Supplied records Start Marker

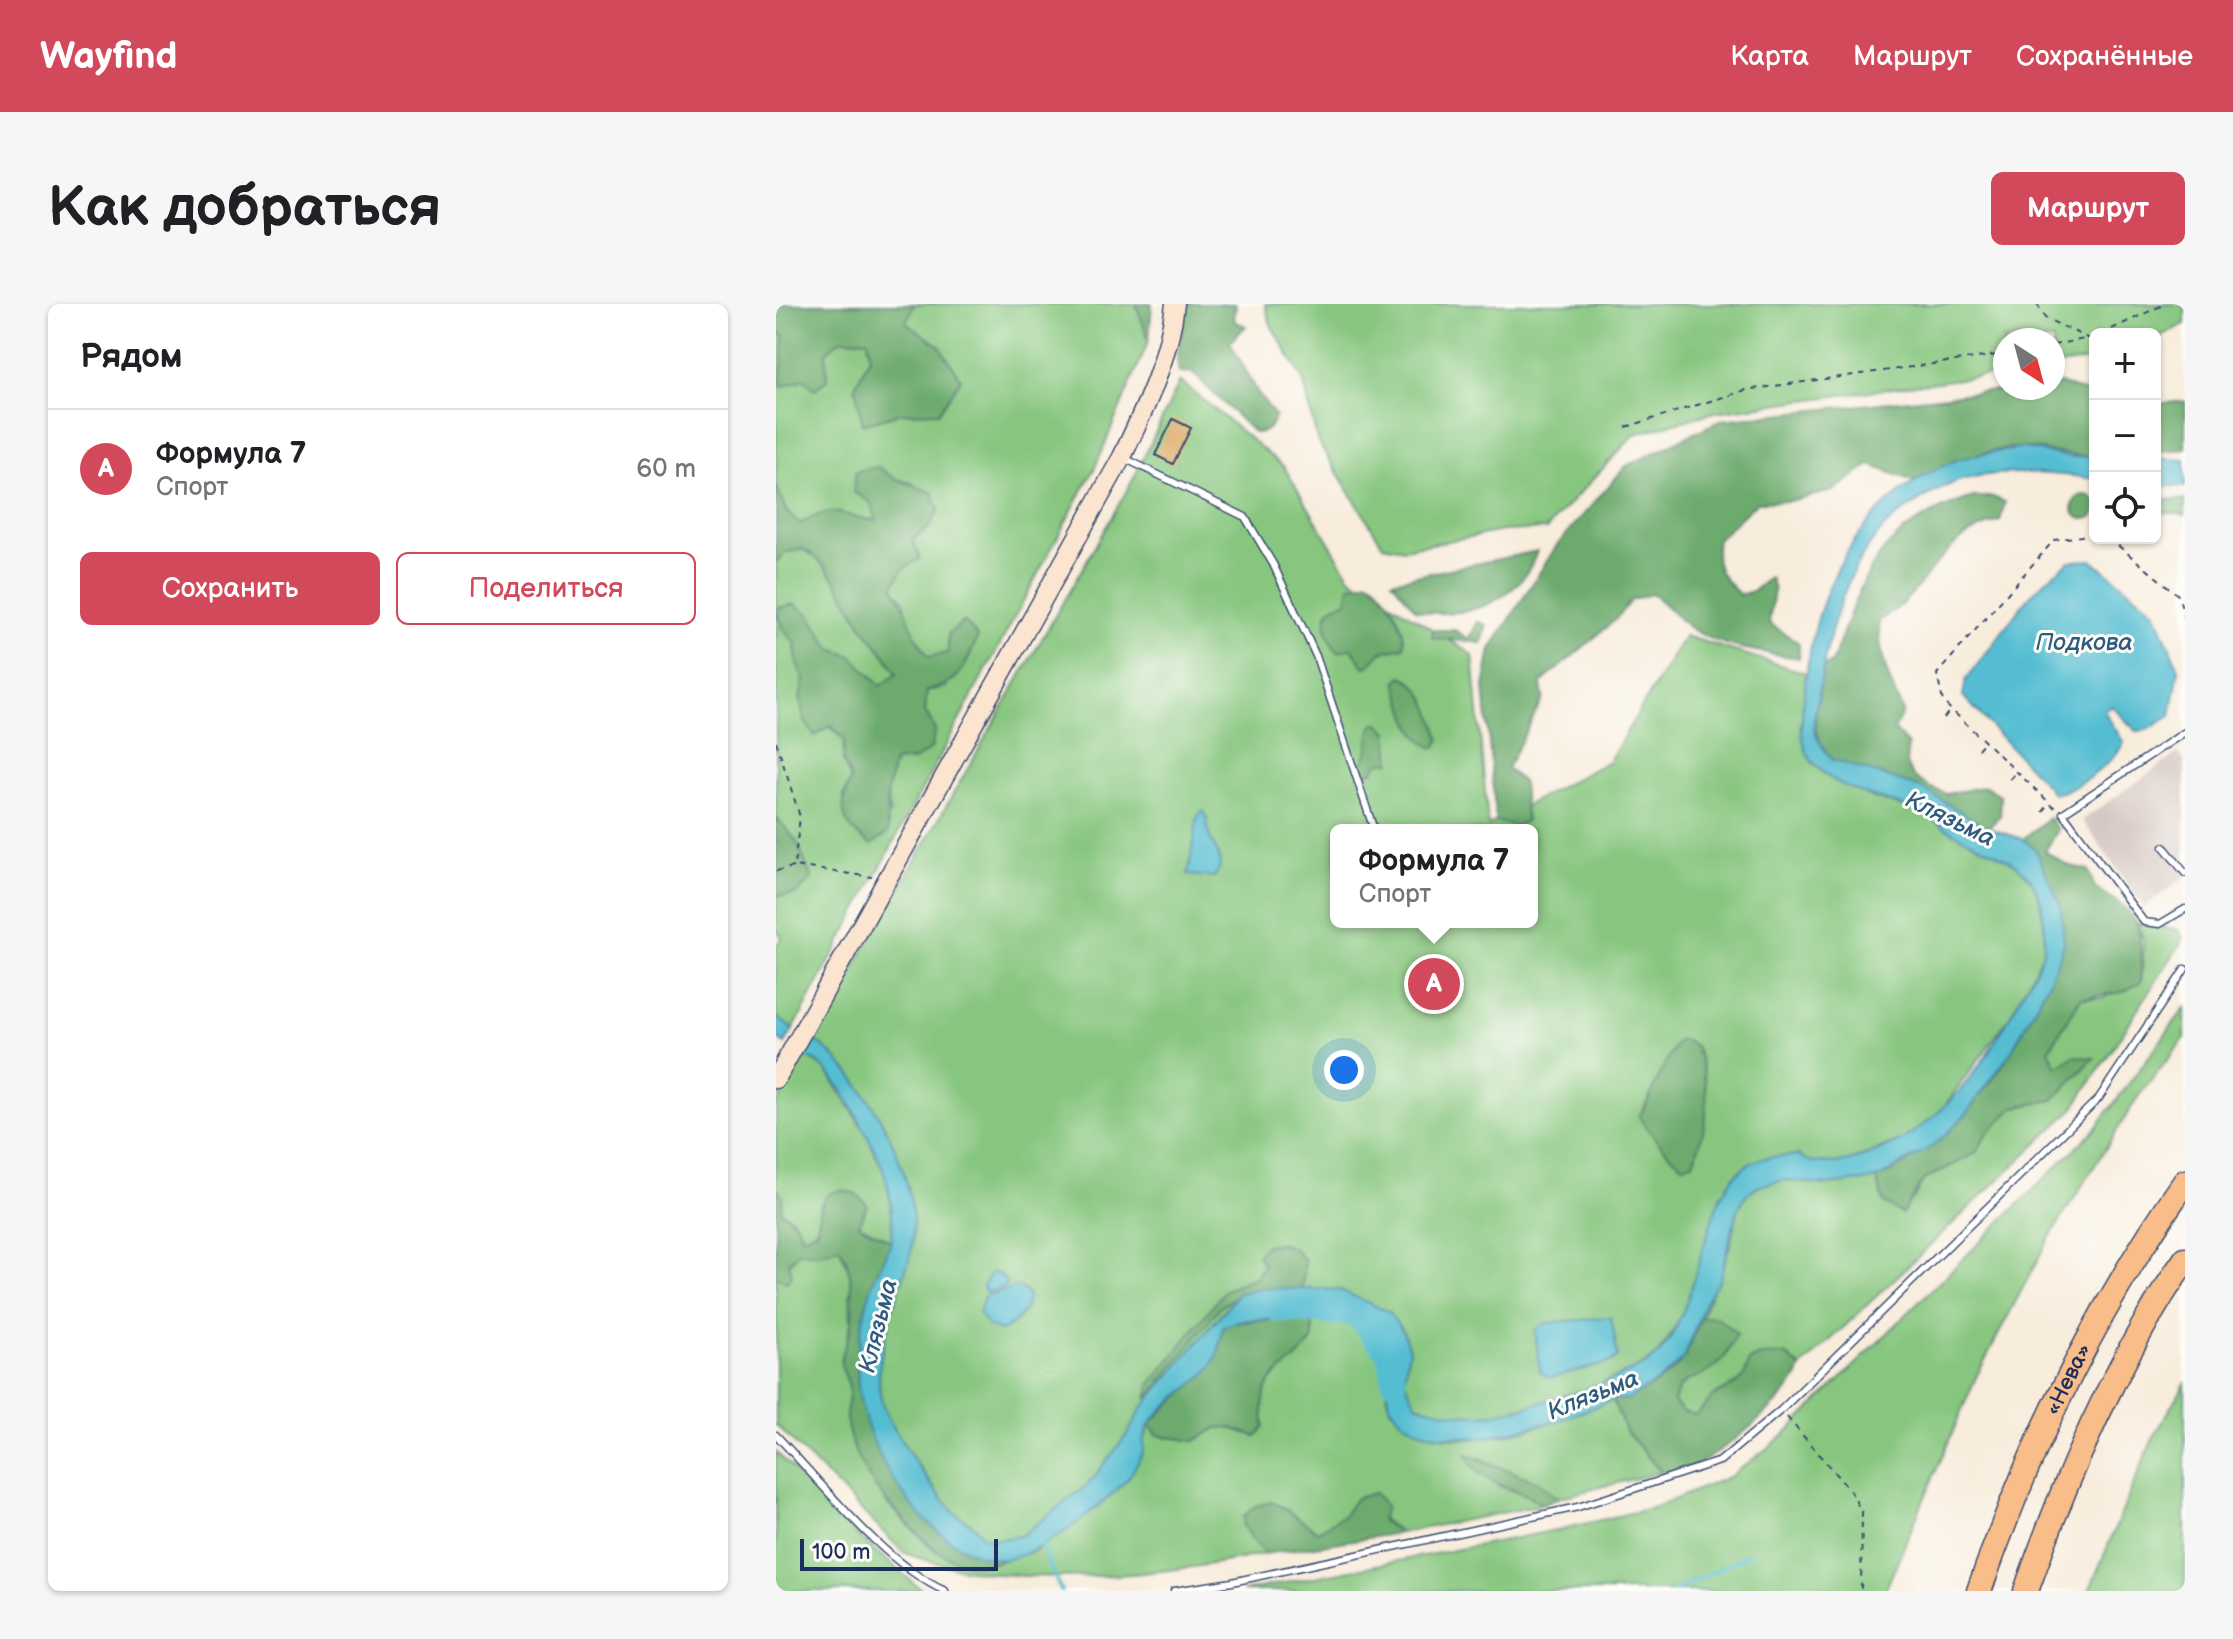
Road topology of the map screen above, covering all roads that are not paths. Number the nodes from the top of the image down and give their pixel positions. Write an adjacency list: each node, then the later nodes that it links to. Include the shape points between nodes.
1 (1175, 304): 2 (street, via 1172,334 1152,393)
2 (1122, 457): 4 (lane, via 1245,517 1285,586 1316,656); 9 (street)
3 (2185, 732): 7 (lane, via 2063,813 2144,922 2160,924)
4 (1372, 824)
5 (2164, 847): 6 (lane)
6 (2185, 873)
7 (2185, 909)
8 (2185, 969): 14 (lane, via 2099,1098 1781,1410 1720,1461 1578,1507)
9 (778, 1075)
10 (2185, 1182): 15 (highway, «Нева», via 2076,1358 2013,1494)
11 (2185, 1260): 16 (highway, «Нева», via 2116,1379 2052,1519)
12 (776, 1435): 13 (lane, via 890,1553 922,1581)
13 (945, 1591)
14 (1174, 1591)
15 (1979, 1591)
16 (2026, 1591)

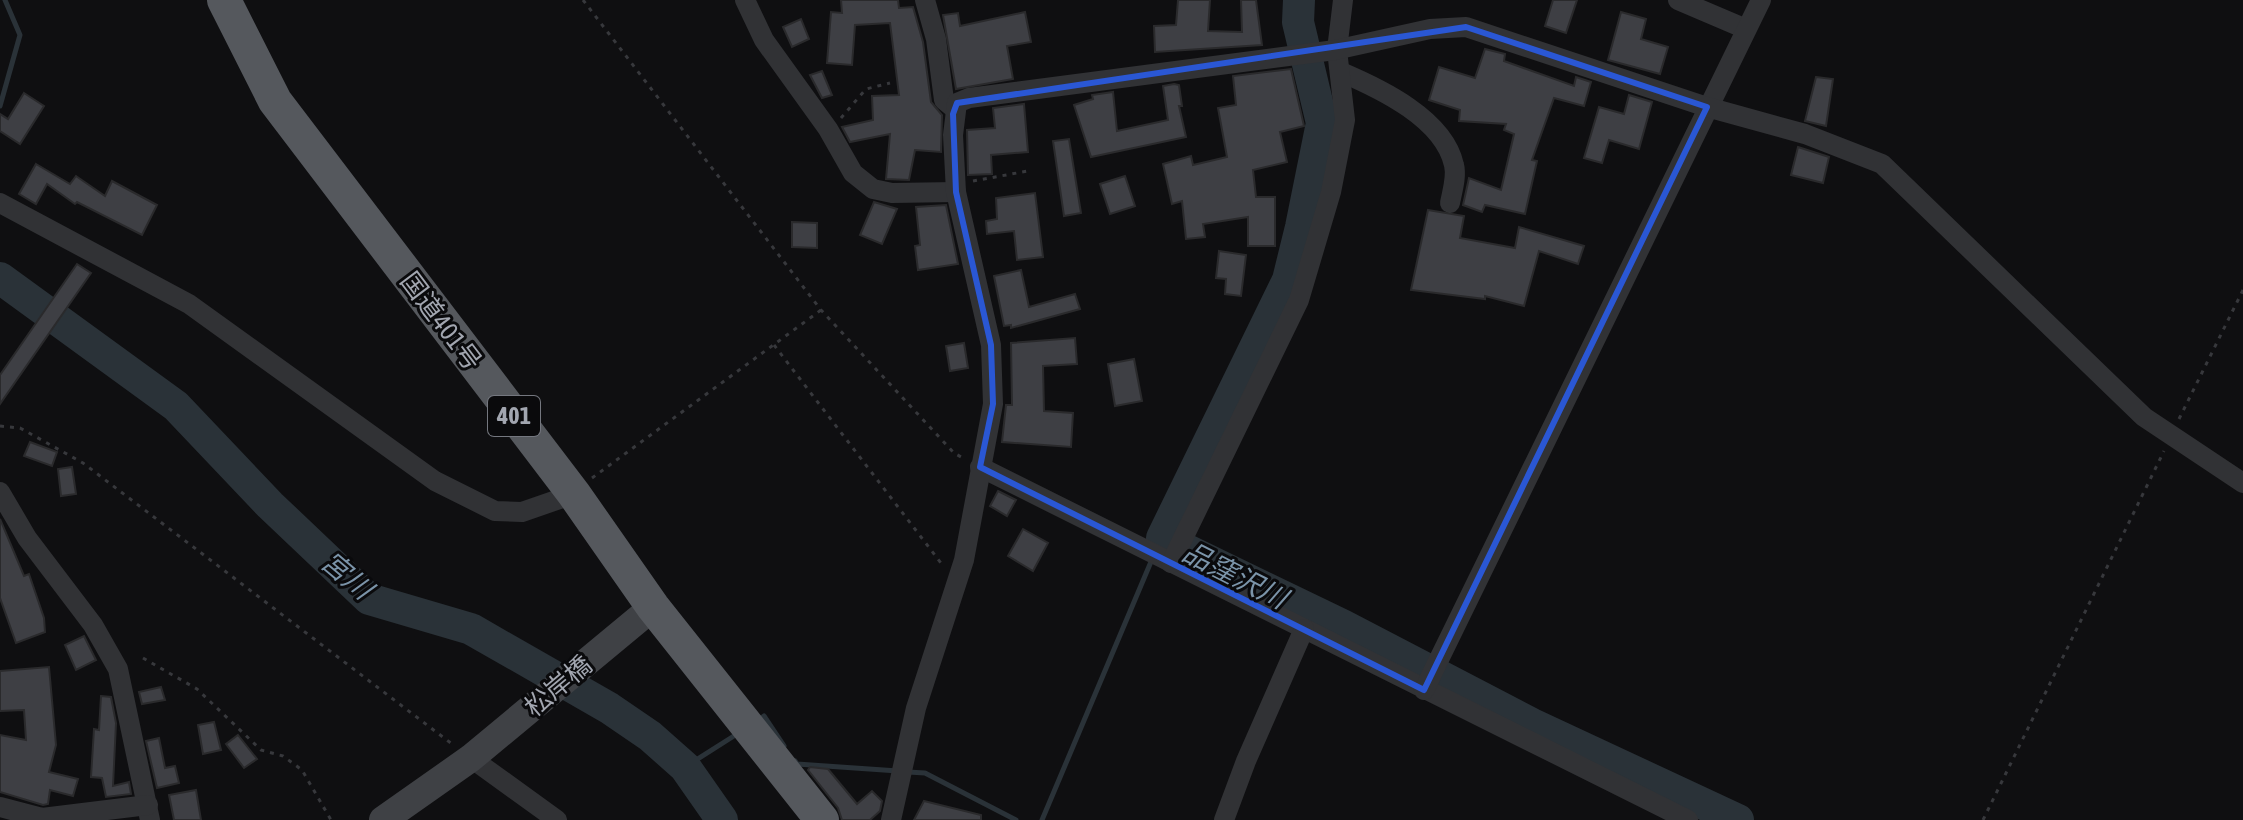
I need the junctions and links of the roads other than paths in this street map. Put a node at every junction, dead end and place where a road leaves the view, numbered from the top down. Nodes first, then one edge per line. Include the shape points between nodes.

Supplied records End Marker

Problem statement
Each entry is to be returned precisely as it appears, but the pictures are to be dropped.

Solution for this exercise
Road topology of the map screen above, covering all roads that are not paths. Number the nodes from the top of the image down and give their pixel positions. Write an adjacency list: each node, then the later nodes that it links to. Include the shape points between nodes.
1 (1175, 304): 2 (street, via 1172,334 1152,393)
2 (1122, 457): 4 (lane, via 1245,517 1285,586 1316,656); 9 (street)
3 (2185, 732): 7 (lane, via 2063,813 2144,922 2160,924)
4 (1372, 824)
5 (2164, 847): 6 (lane)
6 (2185, 873)
7 (2185, 909)
8 (2185, 969): 14 (lane, via 2099,1098 1781,1410 1720,1461 1578,1507)
9 (778, 1075)
10 (2185, 1182): 15 (highway, «Нева», via 2076,1358 2013,1494)
11 (2185, 1260): 16 (highway, «Нева», via 2116,1379 2052,1519)
12 (776, 1435): 13 (lane, via 890,1553 922,1581)
13 (945, 1591)
14 (1174, 1591)
15 (1979, 1591)
16 (2026, 1591)

I need the junctions and links of the roads other than paths in this street map. Put a node at every junction, dead end and place where a road leaves the view, numbered from the top down. Nodes first, then one edge per line. Include the shape points between nodes.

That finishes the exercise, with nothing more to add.